→ TO DO: Among the entries below, how many lines include "points"? Give the number alone.

→ STORED DATA:

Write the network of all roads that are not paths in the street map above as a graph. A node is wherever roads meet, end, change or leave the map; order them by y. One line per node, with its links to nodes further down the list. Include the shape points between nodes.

...

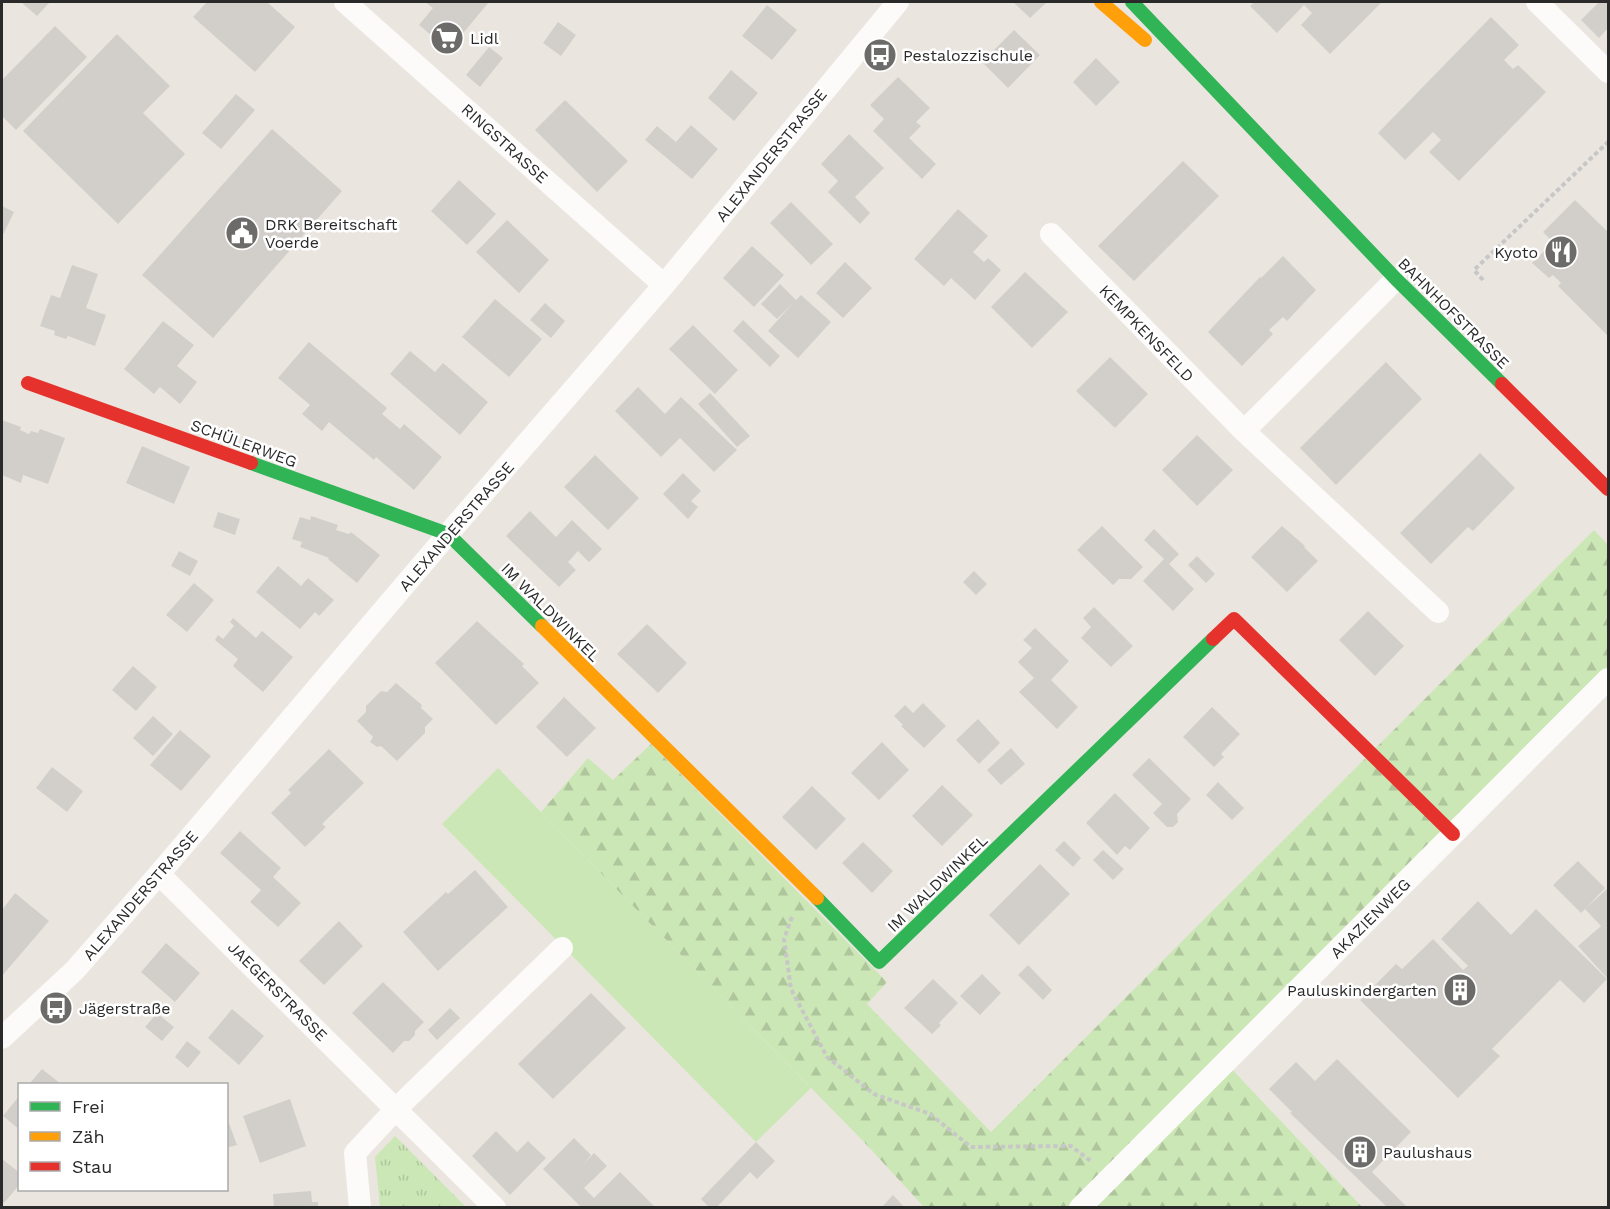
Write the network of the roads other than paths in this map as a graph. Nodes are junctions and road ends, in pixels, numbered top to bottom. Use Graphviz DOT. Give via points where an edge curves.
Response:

...

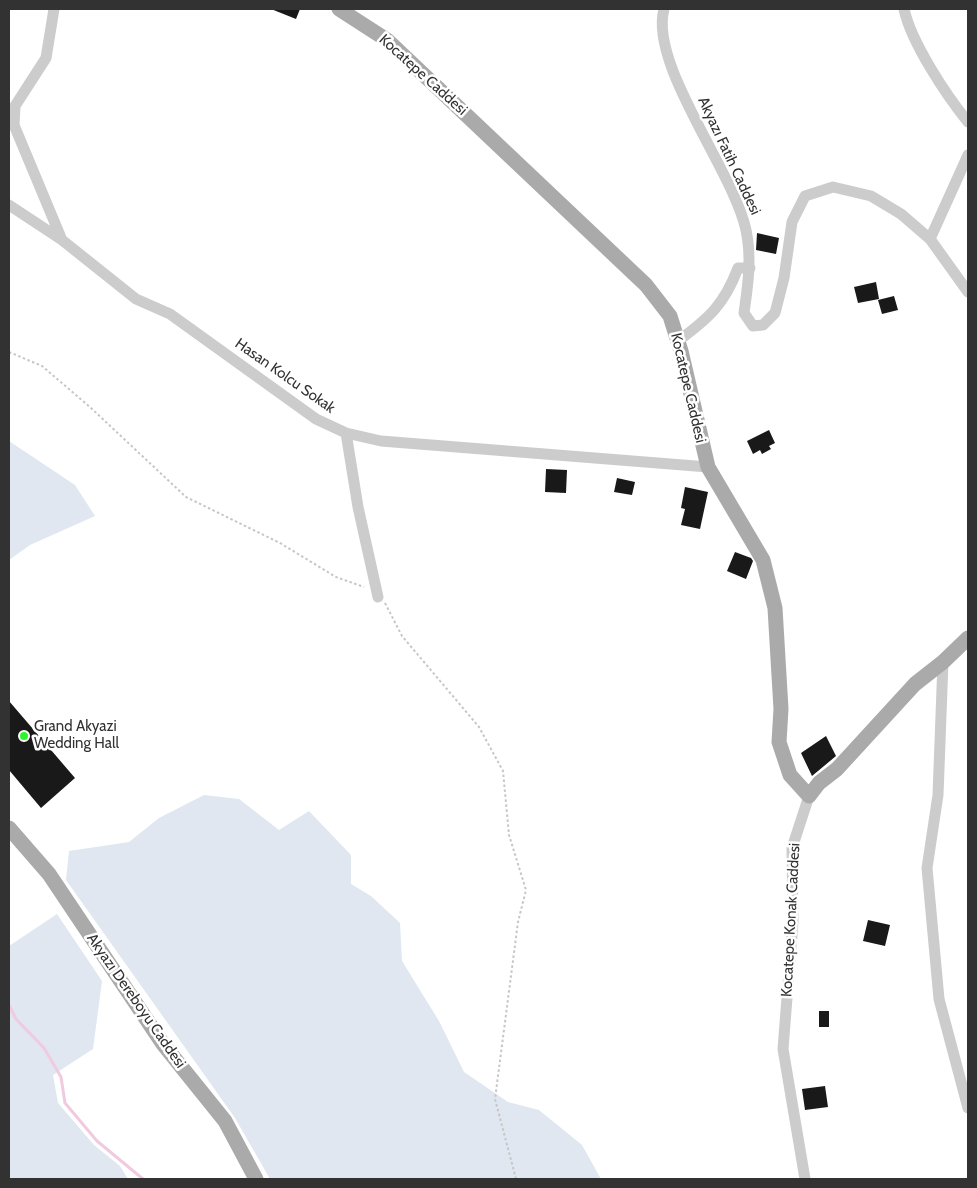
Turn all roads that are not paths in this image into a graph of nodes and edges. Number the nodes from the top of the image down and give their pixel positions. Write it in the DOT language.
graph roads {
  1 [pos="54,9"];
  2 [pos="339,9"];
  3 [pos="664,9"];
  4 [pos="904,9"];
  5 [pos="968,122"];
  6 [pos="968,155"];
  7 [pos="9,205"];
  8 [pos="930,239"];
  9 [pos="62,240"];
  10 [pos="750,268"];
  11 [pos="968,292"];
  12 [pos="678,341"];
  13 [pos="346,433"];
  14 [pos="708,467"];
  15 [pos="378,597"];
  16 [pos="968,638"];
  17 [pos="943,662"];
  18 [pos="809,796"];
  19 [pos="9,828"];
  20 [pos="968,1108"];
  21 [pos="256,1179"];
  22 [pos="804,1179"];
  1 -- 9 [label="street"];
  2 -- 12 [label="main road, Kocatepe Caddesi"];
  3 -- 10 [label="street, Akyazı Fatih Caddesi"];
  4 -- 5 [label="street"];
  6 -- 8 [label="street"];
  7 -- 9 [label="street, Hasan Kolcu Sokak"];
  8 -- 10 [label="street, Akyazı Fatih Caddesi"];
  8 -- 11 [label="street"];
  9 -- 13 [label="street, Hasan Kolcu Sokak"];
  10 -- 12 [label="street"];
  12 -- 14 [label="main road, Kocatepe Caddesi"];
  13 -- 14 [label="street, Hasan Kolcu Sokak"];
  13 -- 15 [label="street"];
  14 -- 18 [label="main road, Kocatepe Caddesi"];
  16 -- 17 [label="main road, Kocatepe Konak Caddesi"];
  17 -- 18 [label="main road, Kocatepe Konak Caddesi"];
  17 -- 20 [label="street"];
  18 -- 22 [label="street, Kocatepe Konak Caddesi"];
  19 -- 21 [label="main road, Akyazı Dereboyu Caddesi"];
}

→ EXPECTED ANSWER: 2